Work instructions: Each line that includes "name" must be copied from the records.

Dataset records:
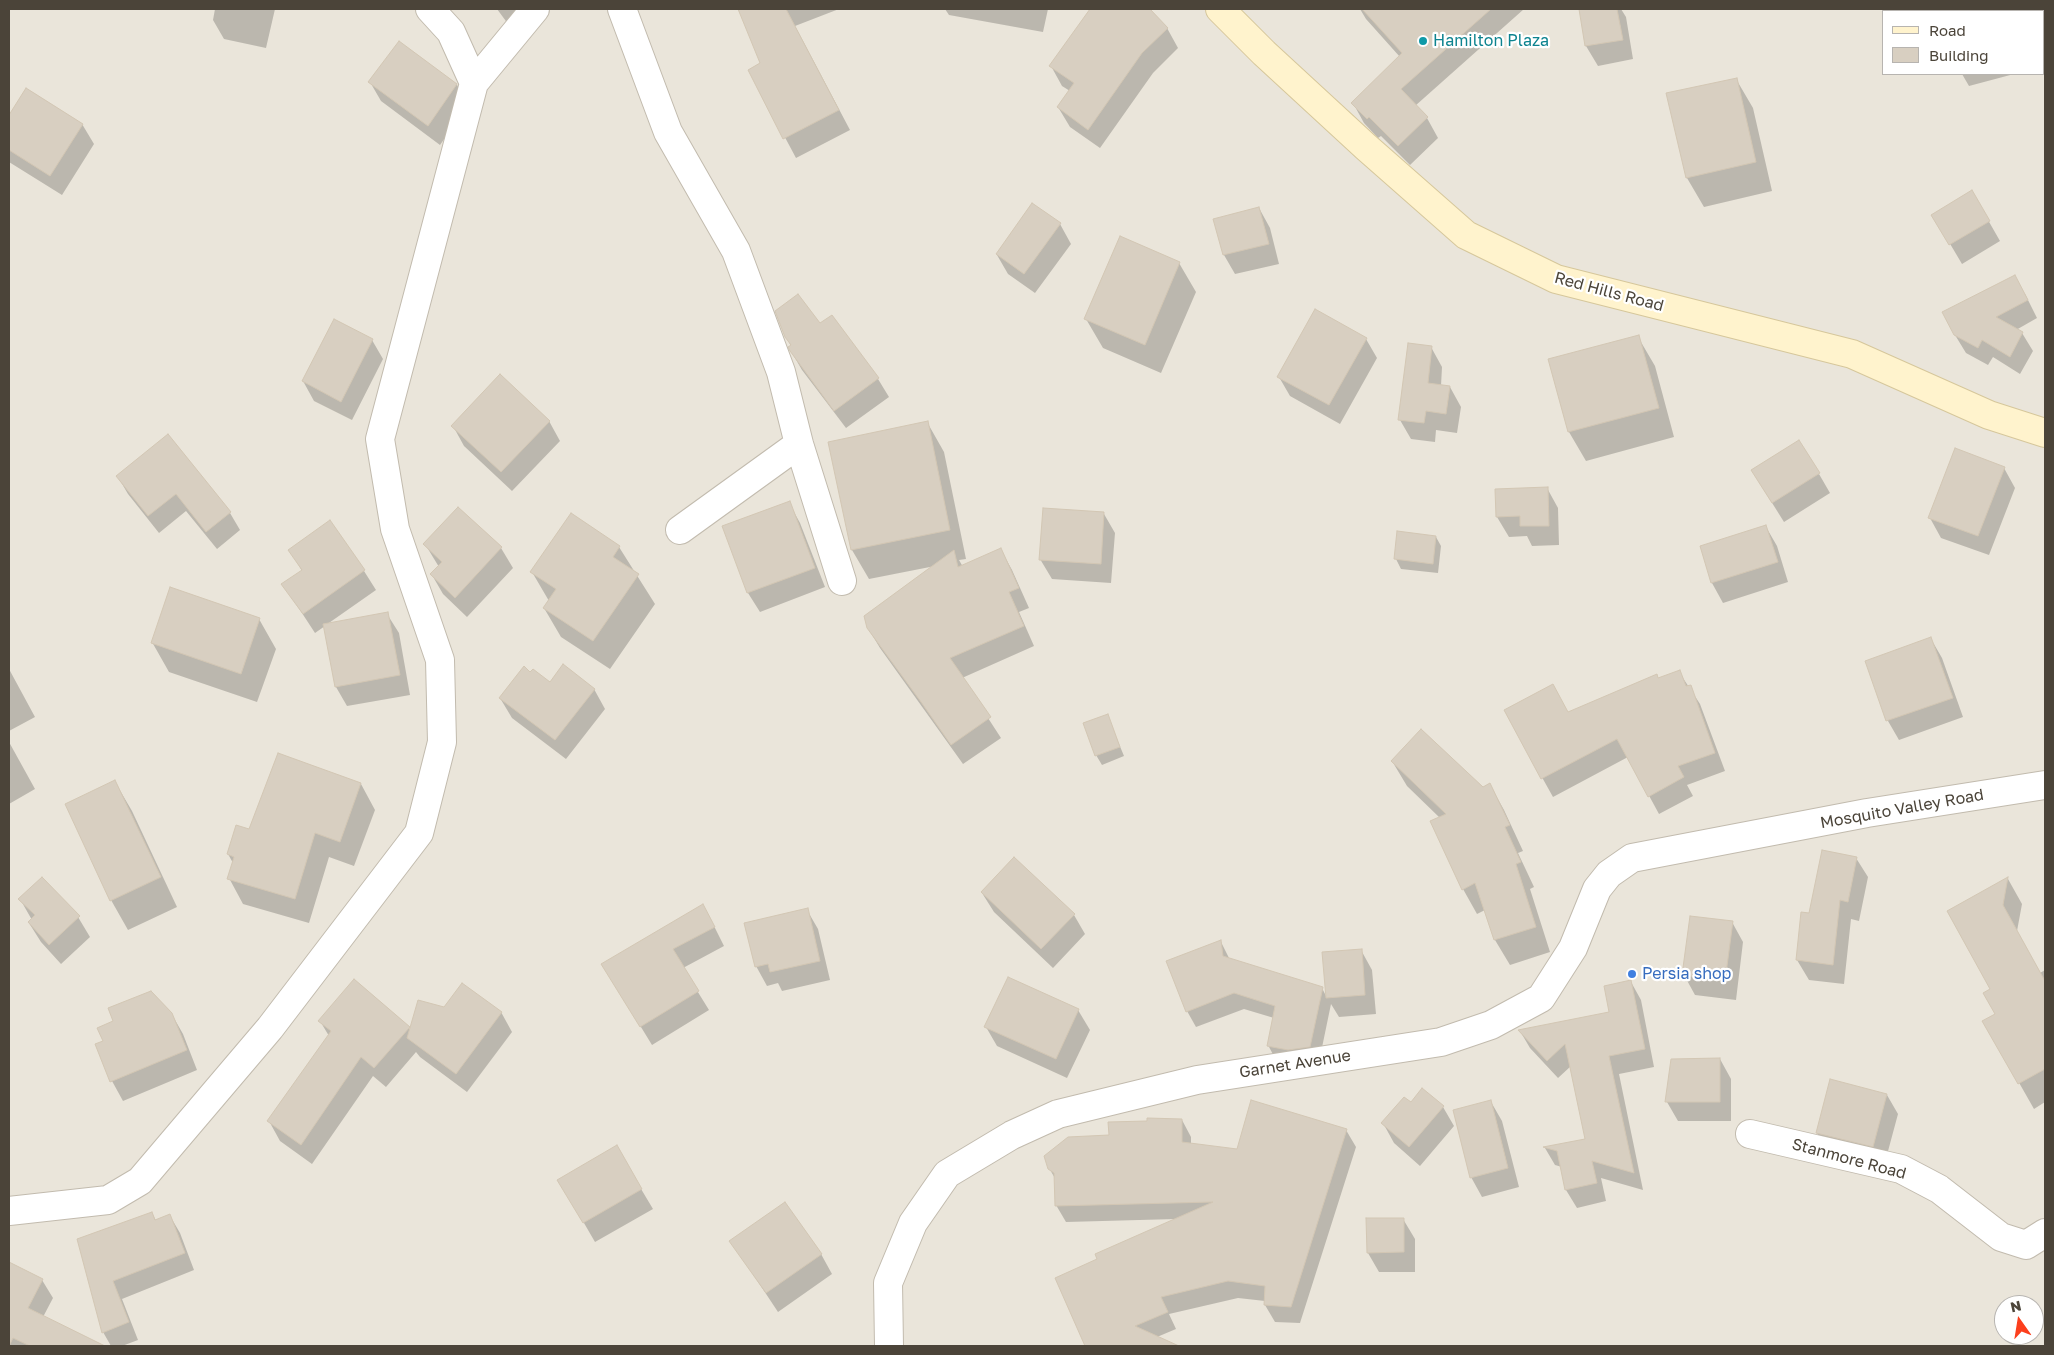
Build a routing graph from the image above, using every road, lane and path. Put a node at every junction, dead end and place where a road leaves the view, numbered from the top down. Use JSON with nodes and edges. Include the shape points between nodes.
{"nodes":[{"id":1,"x":430,"y":9,"type":"edge"},
{"id":2,"x":535,"y":9,"type":"edge"},
{"id":3,"x":622,"y":9,"type":"edge"},
{"id":4,"x":1220,"y":9,"type":"edge"},
{"id":5,"x":474,"y":83,"type":"junction"},
{"id":6,"x":2045,"y":433,"type":"edge"},
{"id":7,"x":799,"y":444,"type":"junction"},
{"id":8,"x":680,"y":530,"type":"dead end"},
{"id":9,"x":842,"y":580,"type":"dead end"},
{"id":10,"x":2045,"y":785,"type":"edge"},
{"id":11,"x":1759,"y":835,"type":"joint"},
{"id":12,"x":1750,"y":1134,"type":"dead end"},
{"id":13,"x":9,"y":1210,"type":"edge"},
{"id":14,"x":2045,"y":1233,"type":"edge"},
{"id":15,"x":888,"y":1346,"type":"edge"}],
"edges":[{"from":1,"to":5,"type":"street","via":[[451,32]]},
{"from":2,"to":5,"type":"street"},
{"from":3,"to":7,"type":"street","via":[[668,132],[736,251],[781,372]]},
{"from":4,"to":6,"type":"main road","name":"Red Hills Road","via":[[1344,127],[1466,235],[1556,279],[1852,354],[1989,414]]},
{"from":5,"to":13,"type":"street","via":[[380,439],[395,530],[440,660],[442,742],[419,832],[270,1028],[140,1181],[108,1200]]},
{"from":7,"to":8,"type":"street"},
{"from":7,"to":9,"type":"street"},
{"from":10,"to":11,"type":"street","name":"Mosquito Valley Road"},
{"from":11,"to":15,"type":"street","name":"Garnet Avenue","via":[[1632,858],[1609,874],[1597,889],[1573,948],[1541,998],[1491,1025],[1441,1042],[1197,1080],[1058,1114],[1012,1136],[947,1174],[913,1223],[888,1283]]},
{"from":12,"to":14,"type":"street","name":"Stanmore Road","via":[[1901,1169],[1939,1189],[2001,1237],[2026,1245]]}]}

Response below:
{"from":4,"to":6,"type":"main road","name":"Red Hills Road","via":[[1344,127],[1466,235],[1556,279],[1852,354],[1989,414]]},
{"from":10,"to":11,"type":"street","name":"Mosquito Valley Road"},
{"from":11,"to":15,"type":"street","name":"Garnet Avenue","via":[[1632,858],[1609,874],[1597,889],[1573,948],[1541,998],[1491,1025],[1441,1042],[1197,1080],[1058,1114],[1012,1136],[947,1174],[913,1223],[888,1283]]},
{"from":12,"to":14,"type":"street","name":"Stanmore Road","via":[[1901,1169],[1939,1189],[2001,1237],[2026,1245]]}]}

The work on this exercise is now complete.